++++ Input data ++++

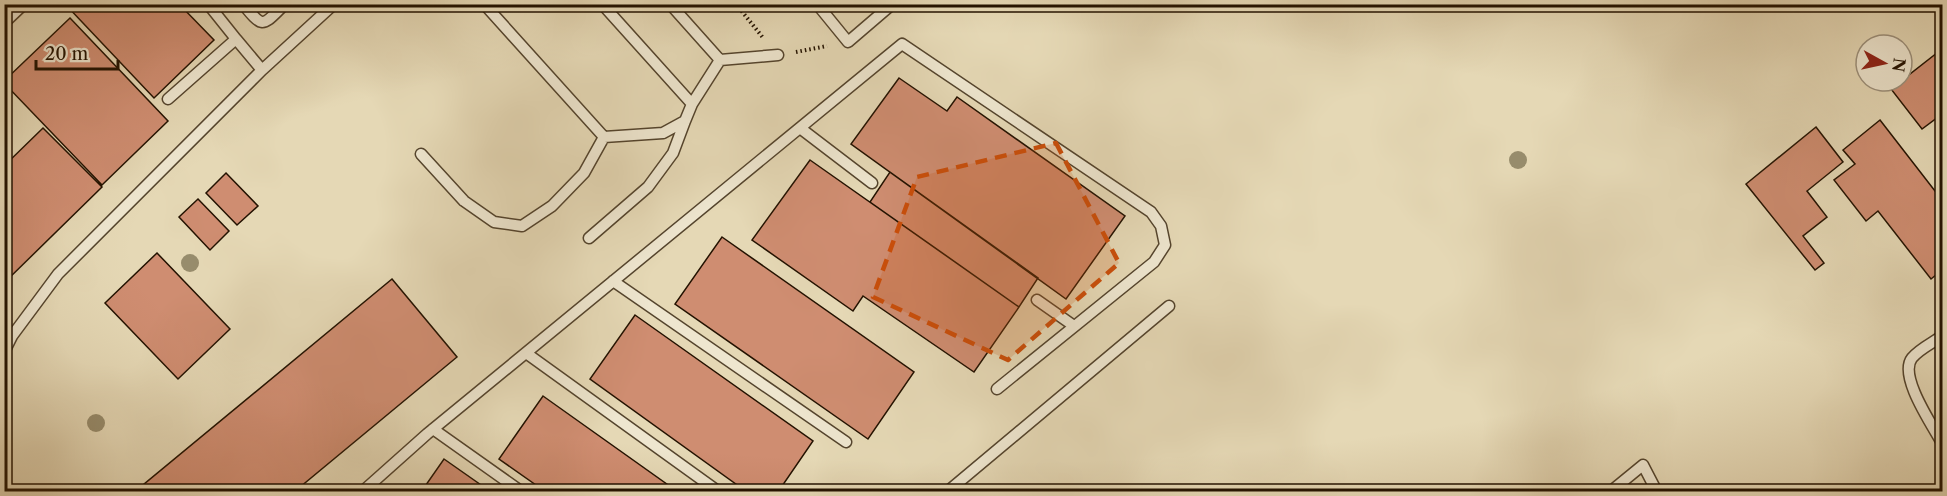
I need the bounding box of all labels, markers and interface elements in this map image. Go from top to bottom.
scale bar [36,33,118,71]
north arrow [1854,33,1914,93]
text: 20 m [45,43,89,65]
text: N [1888,57,1910,73]

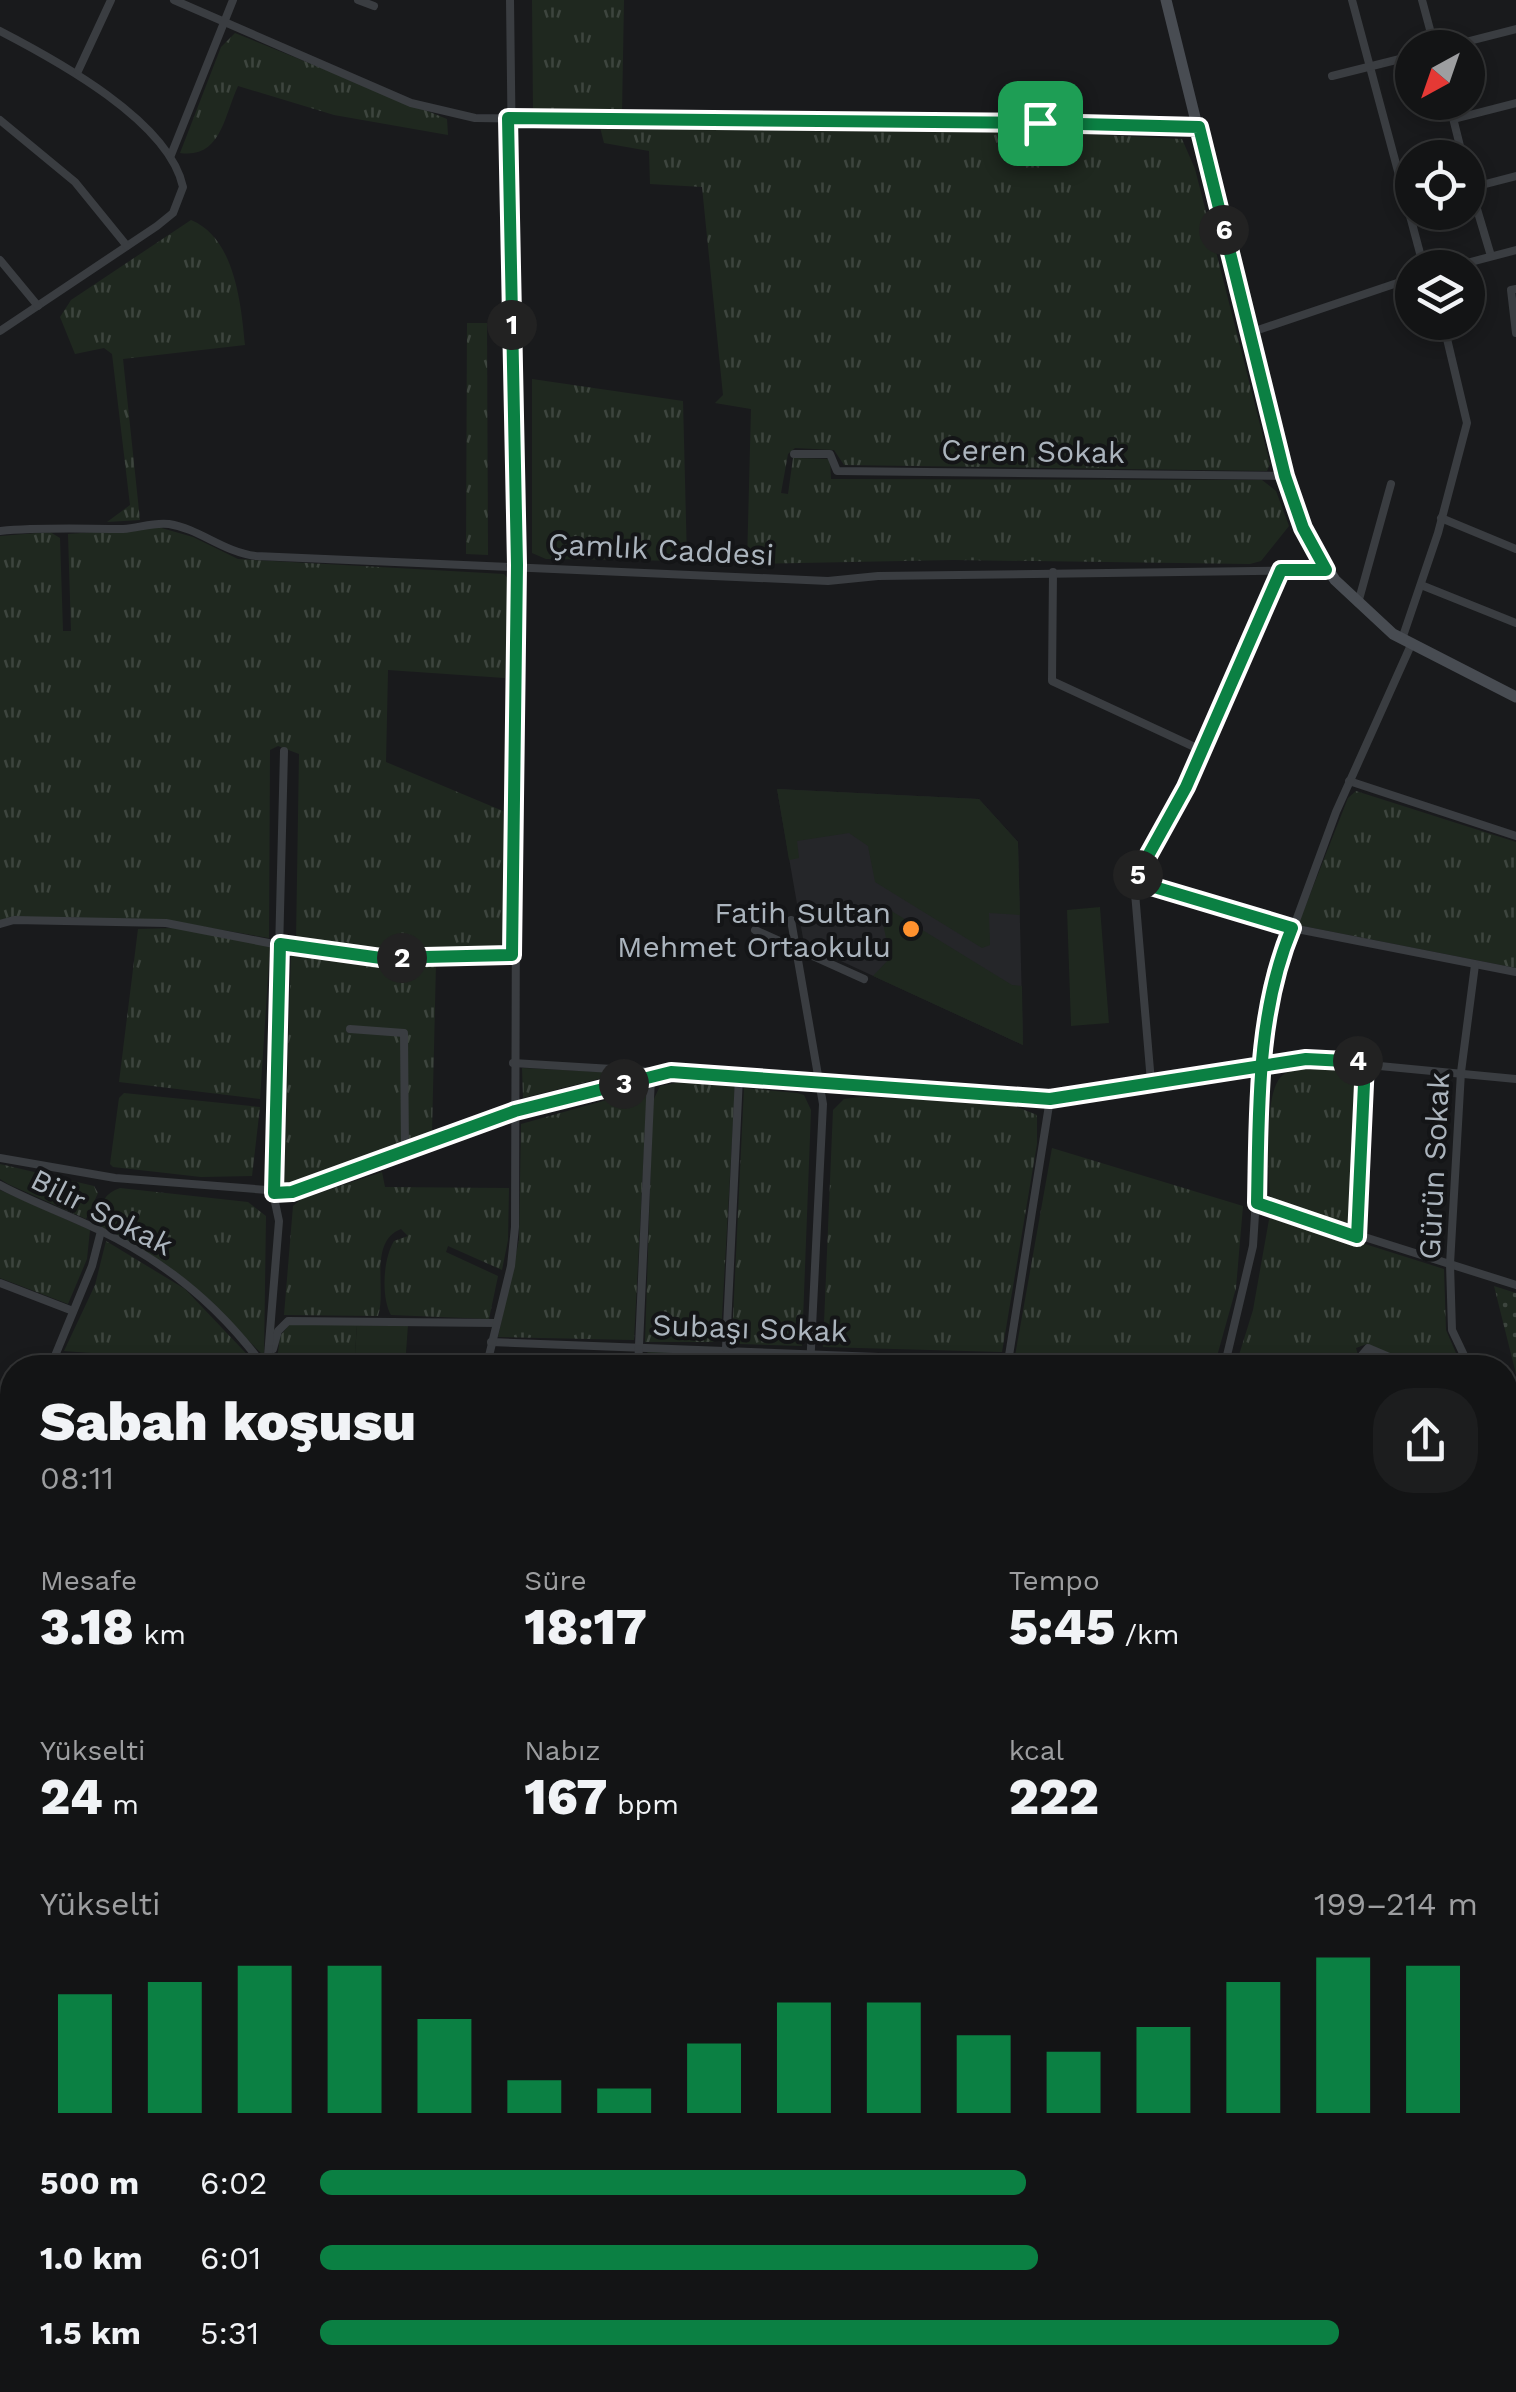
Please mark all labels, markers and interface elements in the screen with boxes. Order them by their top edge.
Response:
north arrow [1395,30,1485,120]
map controls [1395,30,1485,340]
pin [998,81,1083,166]
icon: arrive [1013,96,1068,151]
button: locate [1395,140,1485,230]
pin: 6 [1199,205,1249,255]
text: 6 [1215,213,1233,246]
button: layers [1395,250,1485,340]
pin: 1 [487,300,537,350]
text: 1 [506,308,518,341]
street label: Ceren Sokak [941,432,1125,470]
street label: Çamlık Caddesi [547,526,775,572]
pin: 5 [1113,850,1163,900]
text: 5 [1130,858,1146,891]
place label: Fatih Sultan Mehmet Ortaokulu [617,895,891,964]
marker: Fatih Sultan Mehmet Ortaokulu [900,918,922,940]
pin: 2 [377,933,427,983]
text: 2 [394,941,410,974]
pin: 4 [1333,1036,1383,1086]
text: 4 [1349,1044,1367,1077]
pin: 3 [599,1059,649,1109]
text: 3 [616,1067,632,1100]
street label: Gürün Sokak [1412,1071,1456,1261]
street label: Bilir Sokak [25,1161,179,1263]
street label: Subaşı Sokak [652,1307,848,1349]
button: share [1373,1388,1478,1493]
text: Sabah koşusu [40,1389,416,1453]
text: 08:11 [40,1459,114,1497]
text: Mesafe [40,1564,137,1597]
text: Süre [524,1564,587,1597]
text: Tempo [1009,1564,1100,1597]
text: 3.18 [40,1597,134,1656]
text: 18:17 [524,1597,647,1656]
text: 5:45 [1009,1597,1115,1656]
text: km [134,1618,186,1651]
text: /km [1115,1618,1179,1651]
text: Yükselti [40,1734,145,1767]
text: Nabız [524,1734,601,1767]
text: kcal [1009,1734,1064,1767]
text: 24 [40,1767,103,1826]
text: 167 [524,1767,608,1826]
text: 222 [1009,1767,1099,1826]
text: m [103,1788,139,1821]
text: bpm [608,1788,679,1821]
text: Yükselti [40,1885,161,1923]
text: 199–214 m [1314,1885,1478,1923]
text: 500 m [40,2164,139,2202]
text: 6:02 [200,2164,268,2202]
text: 1.0 km [40,2239,143,2277]
text: 6:01 [200,2239,261,2277]
text: 1.5 km [40,2314,141,2352]
text: 5:31 [200,2314,259,2352]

++++

- **Try it**: Set down word for word the lines from the opening of the entries above through the line that contains "Please mark all", and omit every picture.

- **Exercise solution**:
I need the bounding box of all labels, markers and interface elements in this map image. Go from top to bottom.
scale bar [36,33,118,71]
north arrow [1854,33,1914,93]
text: 20 m [45,43,89,65]
text: N [1888,57,1910,73]

Please mark all labels, markers and interface elements in the screen with boxes. Order them by their top edge.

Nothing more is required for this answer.